RIGHT TO BE PRESENT AT HEARING/ COUNSEL WAIVING CONSERVATEE'S PRESENCE AT HEARING
Proposed conservatees and current conservatees do not have a constitutional right to be present at the hearing. This being said most conservatees do make it to their hearings and are given some chance to say on the record what they believe about their mental illness, need for a conservator, and plan of care if discharged. However, conservatees should know what the law provides in regard to their right to appear in front of a judge or jury trial.
The law provides that the proposed conservatee's presence is not required at a hearing to establish the conservatorship, provided that counsel for the proposed conservatee has waived their presence with express consent from the conservatee. However, an exception applies for LPS conservatees where the conservatee's permission may not always be needed.
Current case law also asserts that: "[T]he LPS Act makes no express mention of any specific requirement for the presence of a proposed conservatee at a hearing to establish a conservatorship of the person." In re Conservatorship of John L. (2010) 48 C4th 131, 143.

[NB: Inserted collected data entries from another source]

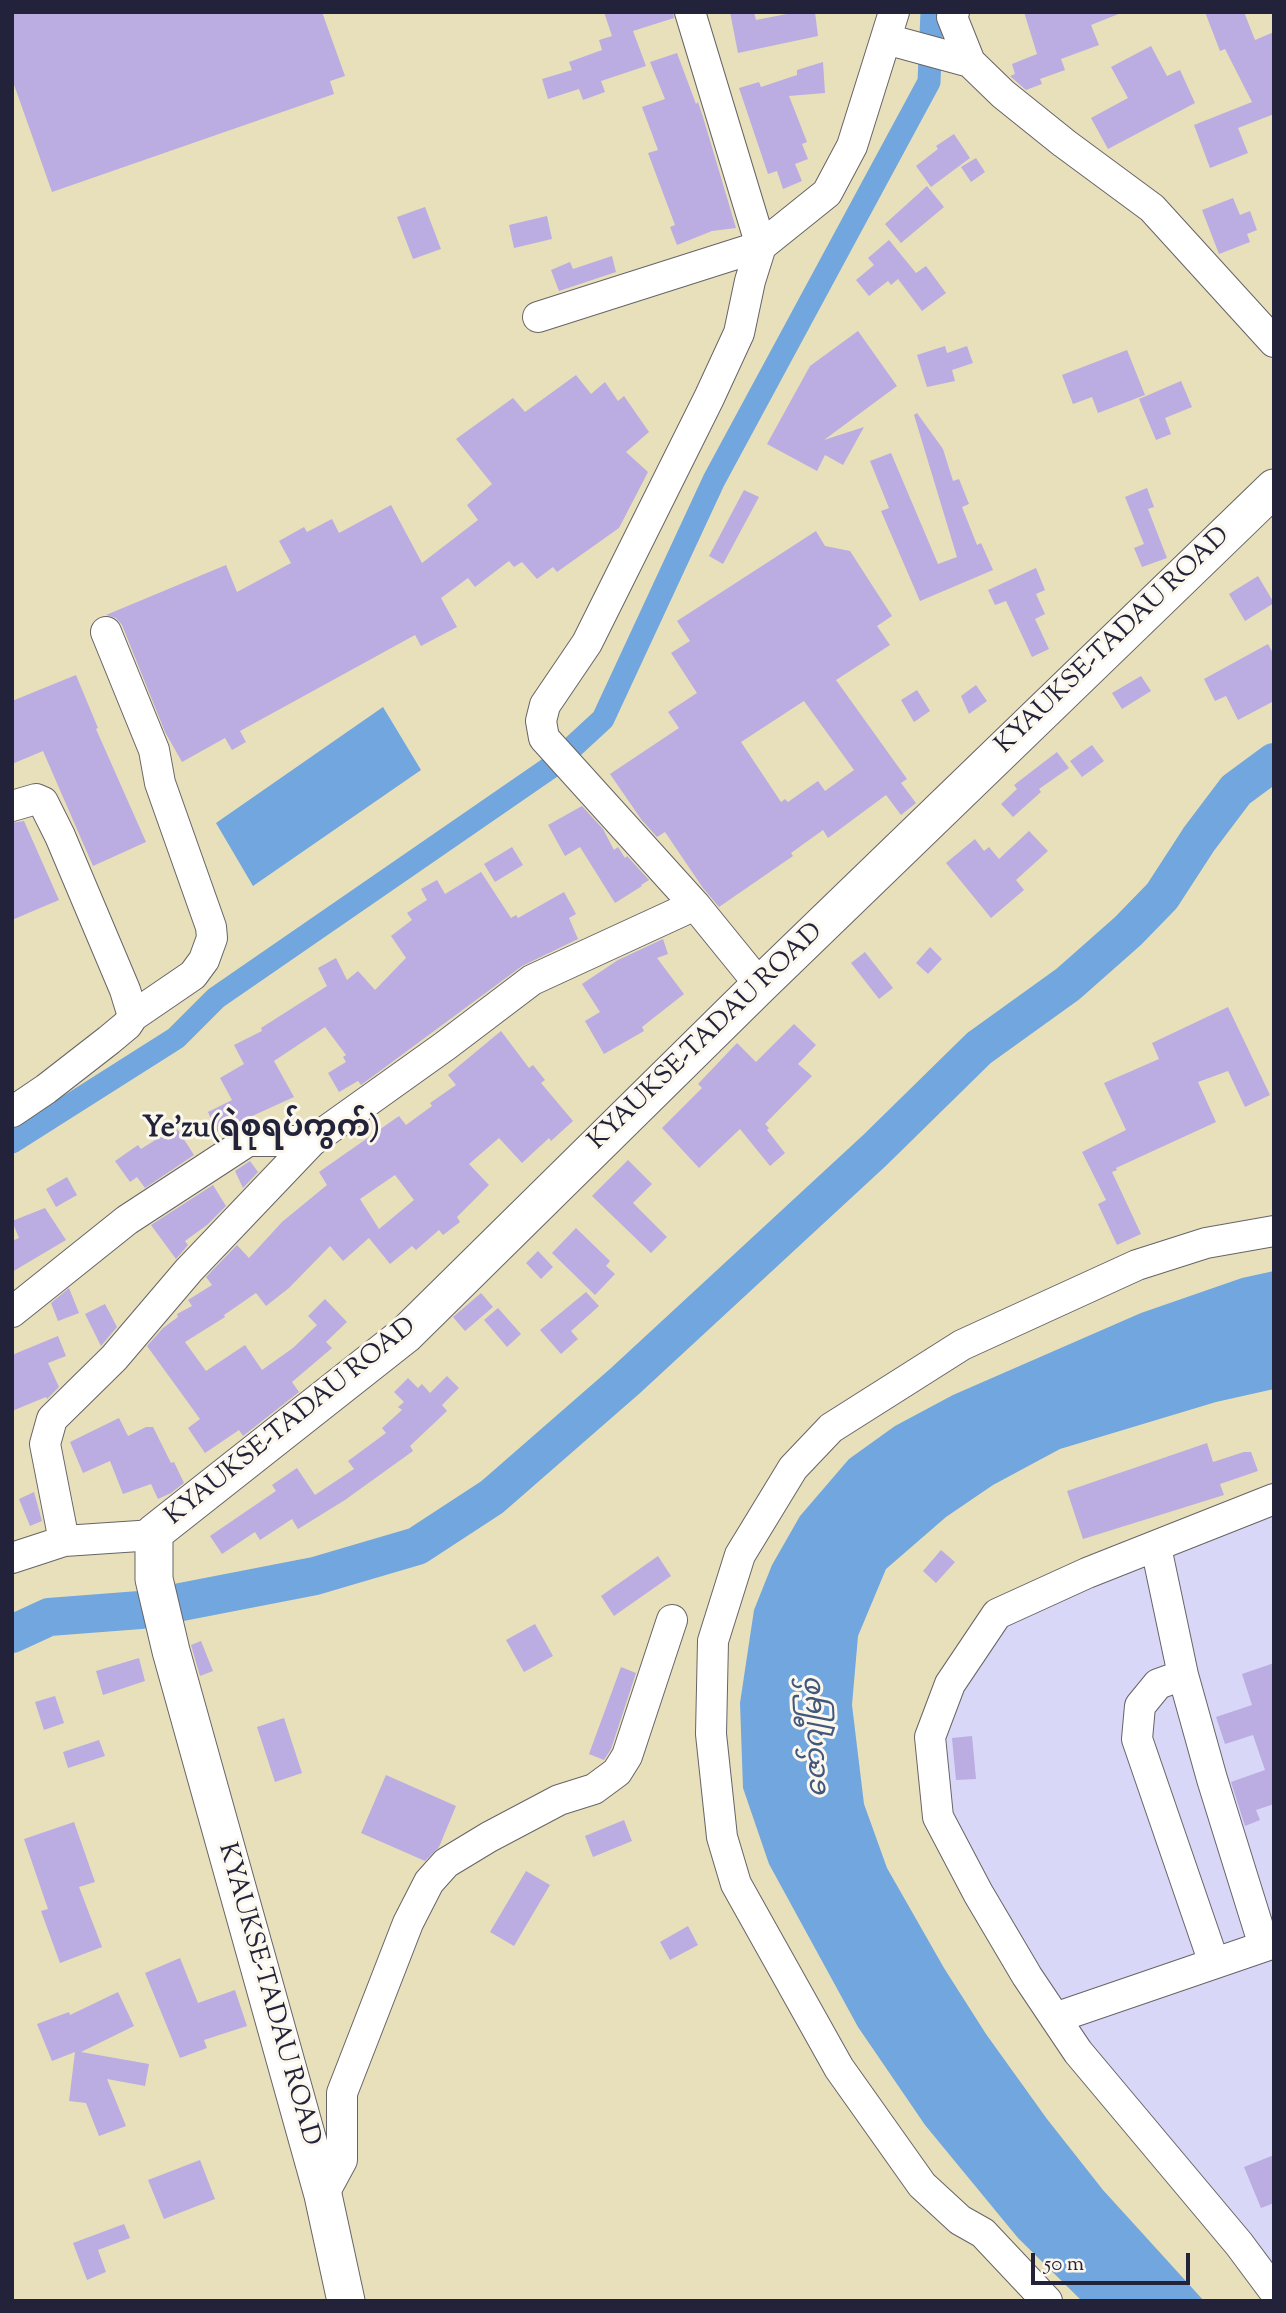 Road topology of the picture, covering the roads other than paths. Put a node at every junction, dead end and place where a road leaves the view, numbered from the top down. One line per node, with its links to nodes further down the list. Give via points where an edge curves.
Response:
1 (690, 12): 5 (street)
2 (954, 12): 4 (street, via 952,18)
3 (890, 26): 4 (street); 5 (street, via 852,146 827,193)
4 (970, 62): 7 (street, via 1064,143 1153,208)
5 (761, 246): 6 (street); 11 (street, via 739,333 709,398 587,643 545,705 541,721 544,738)
6 (538, 317)
7 (1274, 342)
8 (1274, 488): 12 (main road, KYAUKSE-TADAU ROAD)
9 (106, 632): 13 (street, via 153,750 212,938 193,975)
10 (12, 806): 13 (street, via 36,799 43,802)
11 (695, 905): 12 (street); 15 (street, via 532,980)
12 (760, 985): 19 (main road, KYAUKSE-TADAU ROAD, via 405,1335)
13 (133, 1016): 14 (street, via 109,1040)
14 (12, 1112)
15 (312, 1141): 17 (street, via 248,1141 127,1220); 20 (street, via 189,1270 114,1358 52,1419 45,1444)
16 (1274, 1231): 31 (street, via 1206,1243 1137,1265 962,1345 831,1428 793,1468 740,1555 713,1641 711,1734 722,1837 736,1884 839,2067 922,2185 960,2220 983,2233)
17 (12, 1312)
18 (1274, 1499): 21 (street)
19 (154, 1535): 20 (street); 28 (main road, KYAUKSE-TADAU ROAD, via 154,1579 171,1651)
20 (64, 1541): 22 (street)
21 (1156, 1548): 24 (street); 27 (street, via 997,1614 950,1684 930,1737 938,1818)
22 (12, 1559)
23 (672, 1620): 28 (street, via 627,1756 617,1772 594,1789 559,1800 446,1863 429,1882 408,1923 342,2093 342,2160)
24 (1183, 1675): 25 (street, via 1212,1779); 26 (street, via 1158,1684 1140,1706 1137,1740)
25 (1269, 1945): 26 (street)
26 (1214, 1963): 27 (street)
27 (1055, 2018): 29 (street)
28 (323, 2195): 30 (main road, KYAUKSE-TADAU ROAD)
29 (1274, 2291)
30 (346, 2301)
31 (1047, 2301) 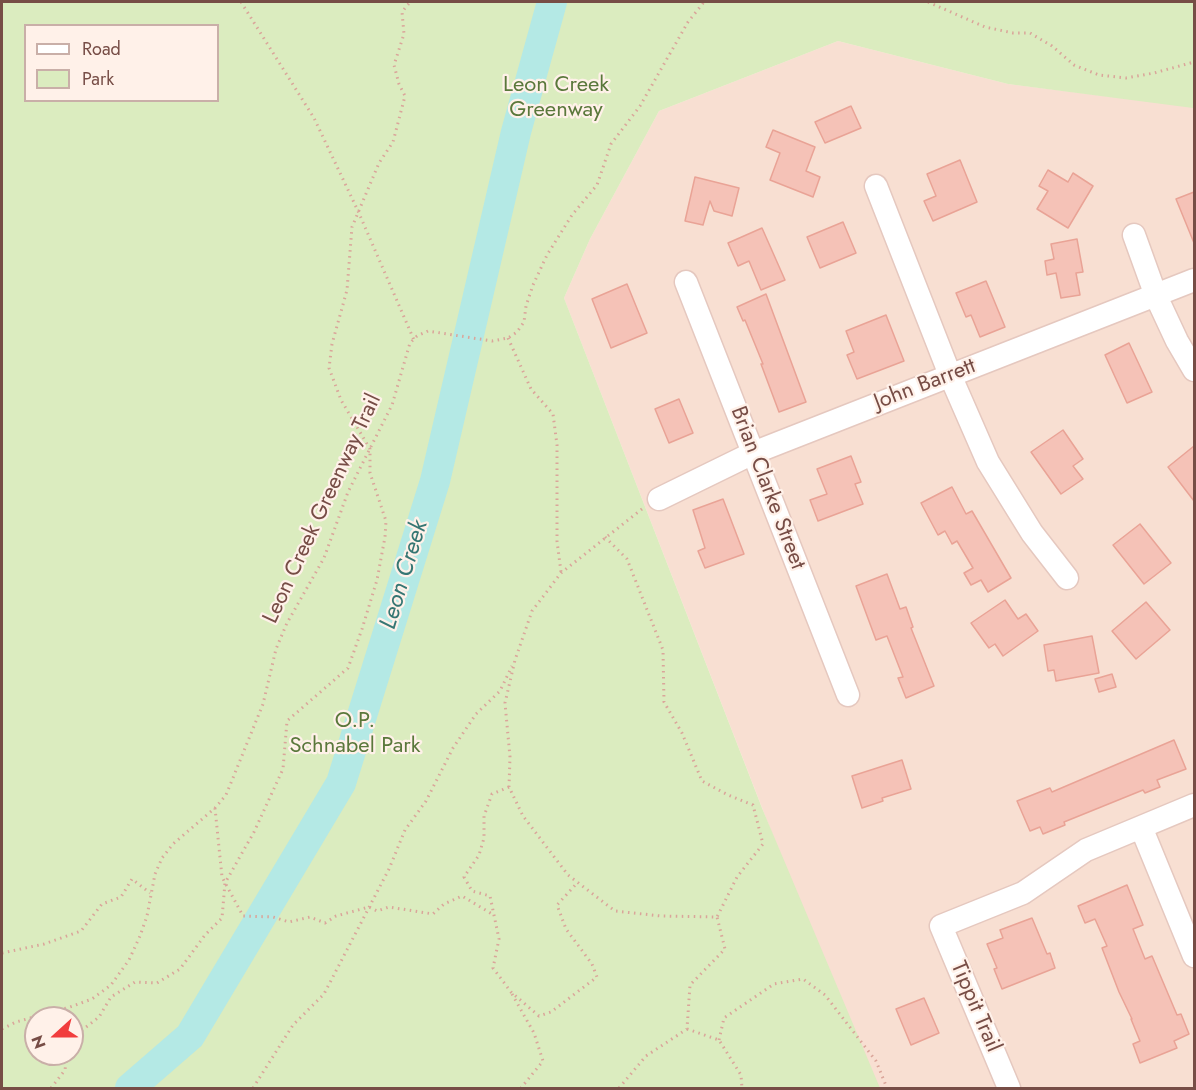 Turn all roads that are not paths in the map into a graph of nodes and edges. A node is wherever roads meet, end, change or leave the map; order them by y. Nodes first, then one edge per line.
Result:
1 (876, 186) dead end
2 (1134, 235) dead end
3 (1194, 280) edge
4 (686, 282) dead end
5 (1156, 296) junction
6 (1194, 370) edge
7 (950, 375) junction
8 (753, 453) junction
9 (659, 499) road end
10 (1067, 578) dead end
11 (848, 695) dead end
12 (1194, 806) edge
13 (1141, 827) junction
14 (1194, 956) edge
15 (1009, 1089) edge

1 - 7 street
2 - 5 street
3 - 5 street, John Barrett
4 - 8 street, Brian Clarke Street
5 - 6 street
5 - 7 street, John Barrett
7 - 8 street, John Barrett
7 - 10 street
8 - 9 street, John Barrett
8 - 11 street, Brian Clarke Street
12 - 13 street
13 - 14 street
13 - 15 street, Tippit Trail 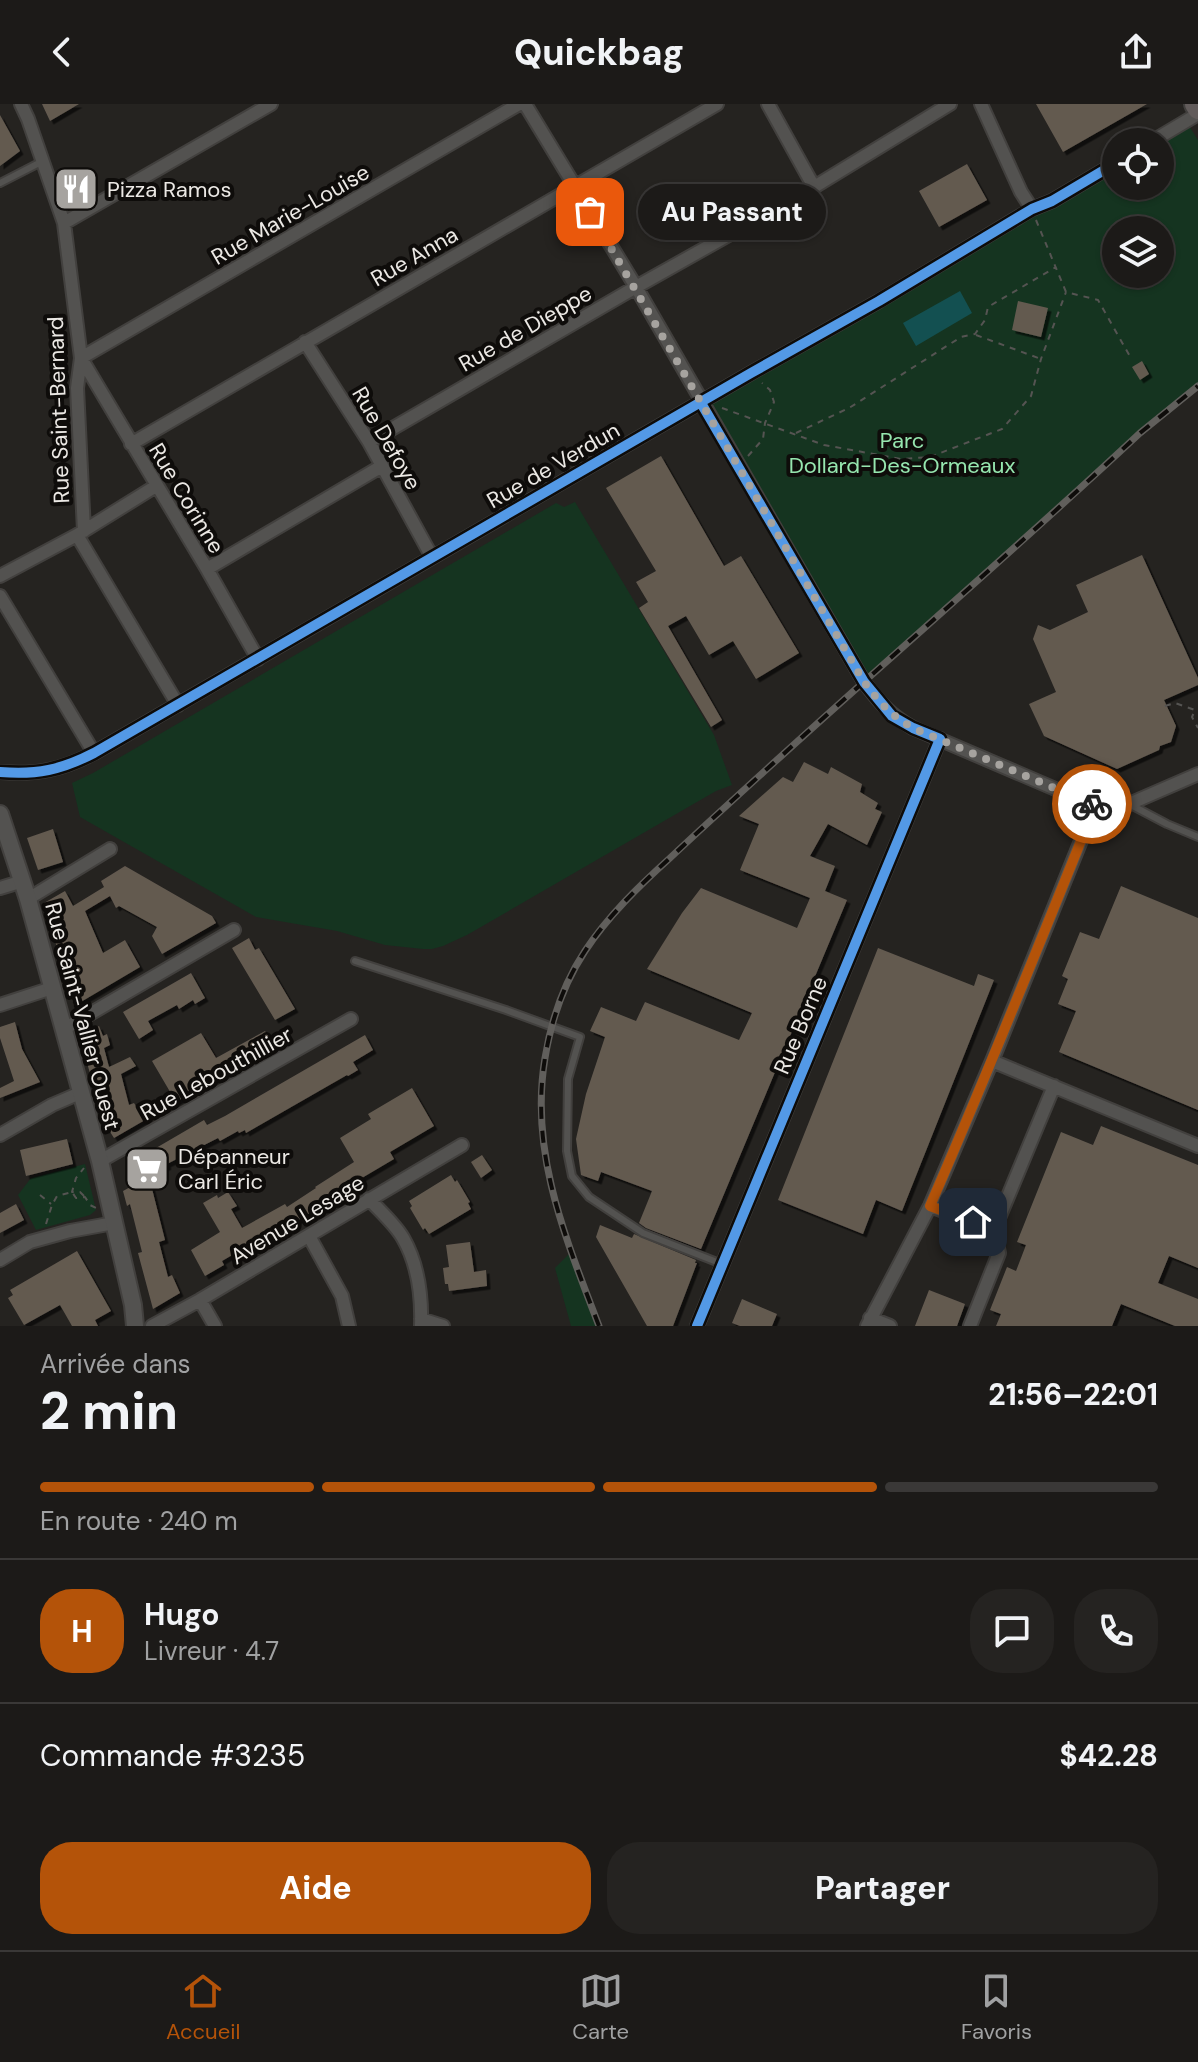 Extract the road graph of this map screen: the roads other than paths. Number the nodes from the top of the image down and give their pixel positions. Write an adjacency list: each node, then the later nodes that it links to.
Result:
1 (21, 104): 10 (street, Rue Saint-Bernard)
2 (271, 104): 16 (street)
3 (522, 104): 13 (street); 19 (street, Rue Marie-Louise)
4 (717, 104): 13 (street, Rue Anna)
5 (768, 104): 14 (street)
6 (950, 104): 14 (street, Rue de Dieppe)
7 (981, 104): 15 (street)
8 (1197, 109): 9 (street)
9 (1171, 128)
10 (43, 161): 12 (lane); 16 (street, Rue Saint-Bernard)
11 (1102, 171): 15 (street, Rue de Verdun)
12 (0, 183)
13 (575, 187): 17 (street); 18 (street, Rue Anna)
14 (814, 187): 17 (street, Rue de Dieppe)
15 (1032, 209): 20 (street, Rue de Verdun)
16 (64, 223): 19 (street, Rue Saint-Bernard)
17 (636, 287): 20 (street); 21 (street, Rue de Dieppe)
18 (305, 342): 21 (street, Rue Defoye); 22 (street, Rue Anna)
19 (81, 358): 22 (street, Rue Corinne); 25 (street, Rue Saint-Bernard)
20 (701, 403): 26 (street, Rue de Verdun); 32 (street)
21 (369, 442): 23 (street, Rue Defoye)
22 (131, 444): 24 (street, Rue Corinne)
23 (382, 466): 26 (street, Rue Defoye); 27 (street)
24 (156, 486): 25 (street); 27 (street, Rue Corinne)
25 (80, 533): 28 (street); 31 (street, Rue Saint-Bernard)
26 (432, 557): 30 (street, Rue de Verdun)
27 (207, 569): 30 (street, Rue Corinne)
28 (0, 576)
29 (0, 596): 33 (street)
30 (258, 659): 31 (street, Rue de Verdun)
31 (178, 705): 33 (street, Rue de Verdun)
32 (940, 739): 37 (street); 63 (street, Rue Borne)
33 (94, 753): 34 (street, Rue de Verdun)
34 (0, 772)
35 (1198, 774): 36 (street)
36 (1129, 804): 37 (street); 39 (lane)
37 (1095, 806): 50 (street)
38 (0, 814): 41 (street, Rue Saint-Vallier Ouest)
39 (1198, 837)
40 (110, 849): 43 (street)
41 (23, 881): 42 (street); 43 (street, Rue Saint-Vallier Ouest)
42 (0, 888)
43 (28, 899): 46 (street, Rue Saint-Vallier Ouest)
44 (234, 930): 49 (street)
45 (355, 961): 63 (lane)
46 (52, 988): 47 (street); 49 (street, Rue Saint-Vallier Ouest)
47 (0, 1005)
48 (351, 1019): 56 (street, Rue Lebouthillier)
49 (64, 1029): 52 (street, Rue Saint-Vallier Ouest)
50 (992, 1061): 51 (street); 58 (street)
51 (1054, 1086): 55 (street); 60 (street)
52 (80, 1093): 53 (street); 56 (street, Rue Saint-Vallier Ouest)
53 (0, 1135)
54 (462, 1145): 57 (street, Avenue Lesage)
55 (1198, 1146)
56 (100, 1161): 59 (street, Rue Saint-Vallier Ouest)
57 (369, 1199): 61 (street, Avenue Lesage); 66 (street)
58 (930, 1206): 60 (street); 65 (street)
59 (114, 1223): 62 (street); 67 (street, Rue Saint-Vallier Ouest)
60 (994, 1230): 74 (street)
61 (309, 1236): 64 (street, Avenue Lesage); 70 (street)
62 (0, 1260)
63 (722, 1264): 72 (street, Rue Borne)
64 (200, 1300): 68 (street, Avenue Lesage); 69 (street)
65 (868, 1322): 73 (street)
66 (421, 1323): 71 (street)
67 (135, 1326)
68 (152, 1326)
69 (215, 1326)
70 (349, 1326)
71 (443, 1326)
72 (697, 1326)
73 (890, 1326)
74 (970, 1326)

The exception for producing the conservatee is found in Probate Code § 1825. This code section mandates that
(a) The proposed conservatee shall be produced at the hearing except in the following cases: (c) Emotional or psychological instability is not good cause for the absence of the proposed conservatee from the hearing unless, by reason of such instability, attendance at the hearing is likely to cause serious and immediate physiological damage to the proposed conservatee.
*It is also very important to know that this issue of being present at the hearing and having counsel waive presence is a statutory right not constitutional right. This means that raising the issue on appeal and citing due process is much much harder.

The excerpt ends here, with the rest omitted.